Tools developed by state secret services and threat actors related to government have been leaked to the black market. This has put advanced exploits at the disposal of criminal groups that would otherwise not have access to such sophisticated code. Consequently, Advanced Persistent Threats (APTs) are no longer only targeting mostly specific government institutions and critical infrastructure but also other commercial sectors. One example is the emergence of advanced targeted threat (APT) campaigns focused not on cyberespionage, but on theft - stealing money to finance other activities the APT group is involved in.
To protect against APT (group) attacks it is imperative to study the adversary and their techniques and tools used during attacks.

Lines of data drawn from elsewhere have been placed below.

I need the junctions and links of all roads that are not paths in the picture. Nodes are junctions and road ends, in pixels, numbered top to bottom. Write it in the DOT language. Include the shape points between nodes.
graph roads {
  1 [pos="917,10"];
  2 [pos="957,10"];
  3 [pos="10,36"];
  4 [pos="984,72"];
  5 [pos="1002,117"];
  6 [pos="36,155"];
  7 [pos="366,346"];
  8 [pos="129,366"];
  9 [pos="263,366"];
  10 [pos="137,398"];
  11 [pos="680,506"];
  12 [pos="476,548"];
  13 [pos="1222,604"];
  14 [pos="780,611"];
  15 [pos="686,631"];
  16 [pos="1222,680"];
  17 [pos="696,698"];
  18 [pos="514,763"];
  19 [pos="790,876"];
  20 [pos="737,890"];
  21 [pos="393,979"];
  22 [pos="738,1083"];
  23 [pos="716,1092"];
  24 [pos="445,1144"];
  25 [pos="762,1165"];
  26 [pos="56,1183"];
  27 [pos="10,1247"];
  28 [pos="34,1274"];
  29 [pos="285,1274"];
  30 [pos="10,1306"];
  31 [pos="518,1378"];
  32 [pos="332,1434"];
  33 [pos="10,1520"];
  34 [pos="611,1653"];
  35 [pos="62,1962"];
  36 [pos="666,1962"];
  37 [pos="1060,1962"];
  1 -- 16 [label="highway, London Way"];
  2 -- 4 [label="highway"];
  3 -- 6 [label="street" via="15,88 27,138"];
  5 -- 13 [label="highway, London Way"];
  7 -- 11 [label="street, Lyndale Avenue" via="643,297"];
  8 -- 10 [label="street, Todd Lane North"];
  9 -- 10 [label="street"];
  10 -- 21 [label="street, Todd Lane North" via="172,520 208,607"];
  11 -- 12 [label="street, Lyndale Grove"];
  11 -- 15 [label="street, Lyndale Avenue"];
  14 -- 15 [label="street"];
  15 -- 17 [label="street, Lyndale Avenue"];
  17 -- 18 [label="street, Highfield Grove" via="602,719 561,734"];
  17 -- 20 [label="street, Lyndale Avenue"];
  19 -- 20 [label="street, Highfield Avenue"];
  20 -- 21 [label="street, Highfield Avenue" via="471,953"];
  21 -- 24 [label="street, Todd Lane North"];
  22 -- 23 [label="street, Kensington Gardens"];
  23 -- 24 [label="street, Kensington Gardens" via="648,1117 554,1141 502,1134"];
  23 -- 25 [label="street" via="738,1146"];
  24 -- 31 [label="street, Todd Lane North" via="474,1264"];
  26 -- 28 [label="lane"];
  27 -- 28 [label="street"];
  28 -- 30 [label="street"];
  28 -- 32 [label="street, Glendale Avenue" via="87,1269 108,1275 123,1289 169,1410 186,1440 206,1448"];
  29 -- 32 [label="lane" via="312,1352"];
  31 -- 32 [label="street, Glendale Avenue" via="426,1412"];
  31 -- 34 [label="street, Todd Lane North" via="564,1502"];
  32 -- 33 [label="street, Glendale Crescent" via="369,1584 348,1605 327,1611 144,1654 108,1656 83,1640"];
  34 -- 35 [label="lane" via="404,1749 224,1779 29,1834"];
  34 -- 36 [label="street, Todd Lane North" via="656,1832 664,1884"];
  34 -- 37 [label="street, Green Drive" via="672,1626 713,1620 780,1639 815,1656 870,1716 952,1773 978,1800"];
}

Sophisticated Threat Intelligence will probe to identify the specific characteristics of an APT (group) and search for the intrusion techniques and customised tools developed for each target during each stage of an attack - infiltration, expansion and exfiltration.

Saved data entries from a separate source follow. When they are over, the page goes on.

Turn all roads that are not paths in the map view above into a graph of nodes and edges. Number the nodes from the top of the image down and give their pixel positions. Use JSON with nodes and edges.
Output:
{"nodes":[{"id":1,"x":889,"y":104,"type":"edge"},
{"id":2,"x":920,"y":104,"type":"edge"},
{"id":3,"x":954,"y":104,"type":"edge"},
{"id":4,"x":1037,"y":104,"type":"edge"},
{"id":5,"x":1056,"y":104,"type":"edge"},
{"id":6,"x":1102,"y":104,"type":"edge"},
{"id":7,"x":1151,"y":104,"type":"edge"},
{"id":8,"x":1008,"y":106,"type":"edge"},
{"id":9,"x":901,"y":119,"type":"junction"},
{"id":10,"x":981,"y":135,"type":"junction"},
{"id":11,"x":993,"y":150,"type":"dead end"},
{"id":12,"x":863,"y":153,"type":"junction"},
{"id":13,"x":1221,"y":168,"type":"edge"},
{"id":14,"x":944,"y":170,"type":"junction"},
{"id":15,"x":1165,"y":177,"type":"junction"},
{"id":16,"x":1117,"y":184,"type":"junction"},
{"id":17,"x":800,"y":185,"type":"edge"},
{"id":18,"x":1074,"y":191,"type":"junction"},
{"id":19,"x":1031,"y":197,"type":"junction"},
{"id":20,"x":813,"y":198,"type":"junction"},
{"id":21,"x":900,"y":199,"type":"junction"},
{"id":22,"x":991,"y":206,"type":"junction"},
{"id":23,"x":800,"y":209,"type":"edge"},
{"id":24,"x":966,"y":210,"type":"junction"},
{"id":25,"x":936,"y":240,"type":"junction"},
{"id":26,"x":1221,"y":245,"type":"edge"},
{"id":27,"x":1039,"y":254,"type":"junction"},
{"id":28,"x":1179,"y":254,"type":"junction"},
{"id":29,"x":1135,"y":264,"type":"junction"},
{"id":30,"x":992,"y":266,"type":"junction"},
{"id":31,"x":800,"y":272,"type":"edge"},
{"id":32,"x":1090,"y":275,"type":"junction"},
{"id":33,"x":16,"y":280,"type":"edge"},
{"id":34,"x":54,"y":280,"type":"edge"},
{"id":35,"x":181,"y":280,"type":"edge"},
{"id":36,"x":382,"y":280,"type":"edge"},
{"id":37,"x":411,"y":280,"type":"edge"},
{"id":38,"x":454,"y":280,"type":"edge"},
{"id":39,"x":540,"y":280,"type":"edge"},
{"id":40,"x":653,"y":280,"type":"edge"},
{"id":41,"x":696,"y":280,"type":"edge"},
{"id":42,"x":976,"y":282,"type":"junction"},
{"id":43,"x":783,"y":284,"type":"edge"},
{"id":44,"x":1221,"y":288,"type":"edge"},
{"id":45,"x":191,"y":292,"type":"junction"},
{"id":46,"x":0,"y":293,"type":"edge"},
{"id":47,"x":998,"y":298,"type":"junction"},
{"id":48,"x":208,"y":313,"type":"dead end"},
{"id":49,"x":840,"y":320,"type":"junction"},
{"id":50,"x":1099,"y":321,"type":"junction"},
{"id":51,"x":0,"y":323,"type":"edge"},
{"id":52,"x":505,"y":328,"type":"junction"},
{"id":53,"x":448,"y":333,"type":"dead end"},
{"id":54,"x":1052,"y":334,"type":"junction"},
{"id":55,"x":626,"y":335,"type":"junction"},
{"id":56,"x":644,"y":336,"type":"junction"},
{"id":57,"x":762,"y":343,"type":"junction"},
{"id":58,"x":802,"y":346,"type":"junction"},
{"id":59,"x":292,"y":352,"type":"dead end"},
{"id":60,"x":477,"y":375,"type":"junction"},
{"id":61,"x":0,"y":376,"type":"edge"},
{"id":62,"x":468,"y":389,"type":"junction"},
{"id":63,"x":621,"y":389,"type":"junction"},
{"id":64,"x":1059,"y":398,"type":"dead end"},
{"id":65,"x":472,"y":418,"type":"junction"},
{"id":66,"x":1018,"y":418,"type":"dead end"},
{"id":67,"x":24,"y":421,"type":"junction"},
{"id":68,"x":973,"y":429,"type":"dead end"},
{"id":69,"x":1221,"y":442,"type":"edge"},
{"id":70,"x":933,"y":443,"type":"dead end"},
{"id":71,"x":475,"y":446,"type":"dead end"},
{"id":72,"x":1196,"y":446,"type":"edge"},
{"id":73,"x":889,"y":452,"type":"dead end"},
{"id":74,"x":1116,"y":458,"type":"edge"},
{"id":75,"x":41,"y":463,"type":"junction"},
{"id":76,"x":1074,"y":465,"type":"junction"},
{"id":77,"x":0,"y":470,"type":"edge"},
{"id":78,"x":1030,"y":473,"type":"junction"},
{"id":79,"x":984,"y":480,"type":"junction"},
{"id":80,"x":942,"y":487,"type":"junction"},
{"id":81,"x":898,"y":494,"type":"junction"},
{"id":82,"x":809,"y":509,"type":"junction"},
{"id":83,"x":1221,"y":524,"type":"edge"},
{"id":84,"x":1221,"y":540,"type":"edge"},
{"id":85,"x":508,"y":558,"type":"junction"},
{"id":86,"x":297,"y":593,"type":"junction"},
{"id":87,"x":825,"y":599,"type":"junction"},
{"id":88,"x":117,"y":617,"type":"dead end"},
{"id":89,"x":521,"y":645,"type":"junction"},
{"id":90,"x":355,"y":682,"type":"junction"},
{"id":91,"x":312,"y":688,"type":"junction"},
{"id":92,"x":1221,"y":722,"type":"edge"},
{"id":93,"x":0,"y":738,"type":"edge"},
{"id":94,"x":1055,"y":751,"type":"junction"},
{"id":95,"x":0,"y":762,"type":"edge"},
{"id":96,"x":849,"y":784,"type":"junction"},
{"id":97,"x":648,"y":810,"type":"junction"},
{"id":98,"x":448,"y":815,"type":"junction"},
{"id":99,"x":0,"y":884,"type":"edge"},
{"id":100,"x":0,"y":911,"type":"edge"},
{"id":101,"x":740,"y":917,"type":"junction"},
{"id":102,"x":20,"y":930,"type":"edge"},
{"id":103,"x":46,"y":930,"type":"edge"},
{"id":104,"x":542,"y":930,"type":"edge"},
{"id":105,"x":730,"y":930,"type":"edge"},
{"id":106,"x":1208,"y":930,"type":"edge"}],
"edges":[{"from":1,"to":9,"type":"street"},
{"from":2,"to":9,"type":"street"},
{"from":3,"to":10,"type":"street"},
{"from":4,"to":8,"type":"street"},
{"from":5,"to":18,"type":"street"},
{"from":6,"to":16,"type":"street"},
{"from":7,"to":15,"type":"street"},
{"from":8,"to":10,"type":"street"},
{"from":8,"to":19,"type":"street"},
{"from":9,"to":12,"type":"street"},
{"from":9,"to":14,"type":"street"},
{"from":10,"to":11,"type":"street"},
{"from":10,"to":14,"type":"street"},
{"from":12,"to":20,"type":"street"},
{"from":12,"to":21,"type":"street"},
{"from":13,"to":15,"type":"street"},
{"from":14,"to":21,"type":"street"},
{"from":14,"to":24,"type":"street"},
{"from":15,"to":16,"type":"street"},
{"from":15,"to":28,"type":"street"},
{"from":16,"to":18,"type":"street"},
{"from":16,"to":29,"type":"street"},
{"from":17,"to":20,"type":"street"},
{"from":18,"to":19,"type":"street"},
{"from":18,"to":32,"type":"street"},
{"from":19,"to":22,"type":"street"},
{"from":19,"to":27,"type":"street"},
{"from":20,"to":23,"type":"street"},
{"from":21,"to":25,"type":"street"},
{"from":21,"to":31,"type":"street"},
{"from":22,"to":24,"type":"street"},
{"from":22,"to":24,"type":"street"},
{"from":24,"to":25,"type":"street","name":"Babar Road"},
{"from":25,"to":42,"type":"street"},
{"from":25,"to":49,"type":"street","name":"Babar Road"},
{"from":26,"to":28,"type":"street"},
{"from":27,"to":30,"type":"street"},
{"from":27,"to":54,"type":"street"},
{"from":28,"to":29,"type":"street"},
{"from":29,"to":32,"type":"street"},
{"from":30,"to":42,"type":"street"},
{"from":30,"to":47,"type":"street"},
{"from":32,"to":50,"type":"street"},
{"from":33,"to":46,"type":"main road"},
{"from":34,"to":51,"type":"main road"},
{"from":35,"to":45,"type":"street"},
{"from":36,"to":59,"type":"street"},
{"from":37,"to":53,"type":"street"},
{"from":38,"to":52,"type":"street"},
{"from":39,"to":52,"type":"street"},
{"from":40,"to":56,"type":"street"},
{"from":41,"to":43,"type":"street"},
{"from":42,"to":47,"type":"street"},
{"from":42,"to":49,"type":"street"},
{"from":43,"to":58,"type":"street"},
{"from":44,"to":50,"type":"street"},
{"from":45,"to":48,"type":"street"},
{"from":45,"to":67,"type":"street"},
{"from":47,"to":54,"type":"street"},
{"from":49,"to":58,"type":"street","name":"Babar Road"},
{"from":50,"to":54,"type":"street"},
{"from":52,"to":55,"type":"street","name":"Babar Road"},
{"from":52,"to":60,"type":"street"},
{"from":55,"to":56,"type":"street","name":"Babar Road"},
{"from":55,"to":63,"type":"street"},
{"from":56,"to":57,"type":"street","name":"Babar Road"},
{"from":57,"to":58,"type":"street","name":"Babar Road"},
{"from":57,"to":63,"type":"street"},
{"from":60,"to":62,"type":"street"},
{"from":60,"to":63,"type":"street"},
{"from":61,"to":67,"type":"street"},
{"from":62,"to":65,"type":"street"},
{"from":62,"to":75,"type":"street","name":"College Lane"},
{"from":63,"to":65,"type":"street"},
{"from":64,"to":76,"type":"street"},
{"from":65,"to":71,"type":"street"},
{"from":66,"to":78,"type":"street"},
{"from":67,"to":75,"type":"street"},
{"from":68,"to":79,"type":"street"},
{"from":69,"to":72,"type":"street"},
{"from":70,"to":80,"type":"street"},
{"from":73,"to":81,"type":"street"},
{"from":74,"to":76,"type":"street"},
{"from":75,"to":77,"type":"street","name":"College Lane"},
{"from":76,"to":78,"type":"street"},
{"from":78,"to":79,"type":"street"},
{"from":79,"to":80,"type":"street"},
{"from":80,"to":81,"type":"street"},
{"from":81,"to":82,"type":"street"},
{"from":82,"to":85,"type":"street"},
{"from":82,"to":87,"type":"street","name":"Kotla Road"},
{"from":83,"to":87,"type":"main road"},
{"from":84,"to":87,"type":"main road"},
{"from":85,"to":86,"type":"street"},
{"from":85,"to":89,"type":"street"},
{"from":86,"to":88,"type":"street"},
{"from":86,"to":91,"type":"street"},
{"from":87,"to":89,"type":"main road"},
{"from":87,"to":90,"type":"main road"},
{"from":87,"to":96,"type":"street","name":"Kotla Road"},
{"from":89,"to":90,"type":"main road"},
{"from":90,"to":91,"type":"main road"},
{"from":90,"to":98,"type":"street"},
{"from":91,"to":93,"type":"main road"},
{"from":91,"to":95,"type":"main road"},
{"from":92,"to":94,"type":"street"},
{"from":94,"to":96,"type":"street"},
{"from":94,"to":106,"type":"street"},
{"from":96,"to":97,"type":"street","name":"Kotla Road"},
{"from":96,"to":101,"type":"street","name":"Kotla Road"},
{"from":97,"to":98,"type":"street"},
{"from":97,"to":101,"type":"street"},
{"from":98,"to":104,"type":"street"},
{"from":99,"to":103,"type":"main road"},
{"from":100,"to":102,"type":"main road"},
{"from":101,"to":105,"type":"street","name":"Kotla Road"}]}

However, only a handful of organisations truly have the research capacity and global reach to effectively predict and therefore prevent APT (group) attacks.
Kaspersky’s Global Research and Analysis Team (GReAT) has developed unrivalled expertise in the discovery and analysis of APT activity across the globe. They're tracking ongoing activity of 200+ threat actors, sophisticated malicious operations, cyberespionage campaigns and major malware, ransomware and underground cybercriminal trends in 85 countries, leveraging petabytes of Kaspersky statistical data and deep knowledge about malware behaviors acquired during 20 years of continuous, global threat research.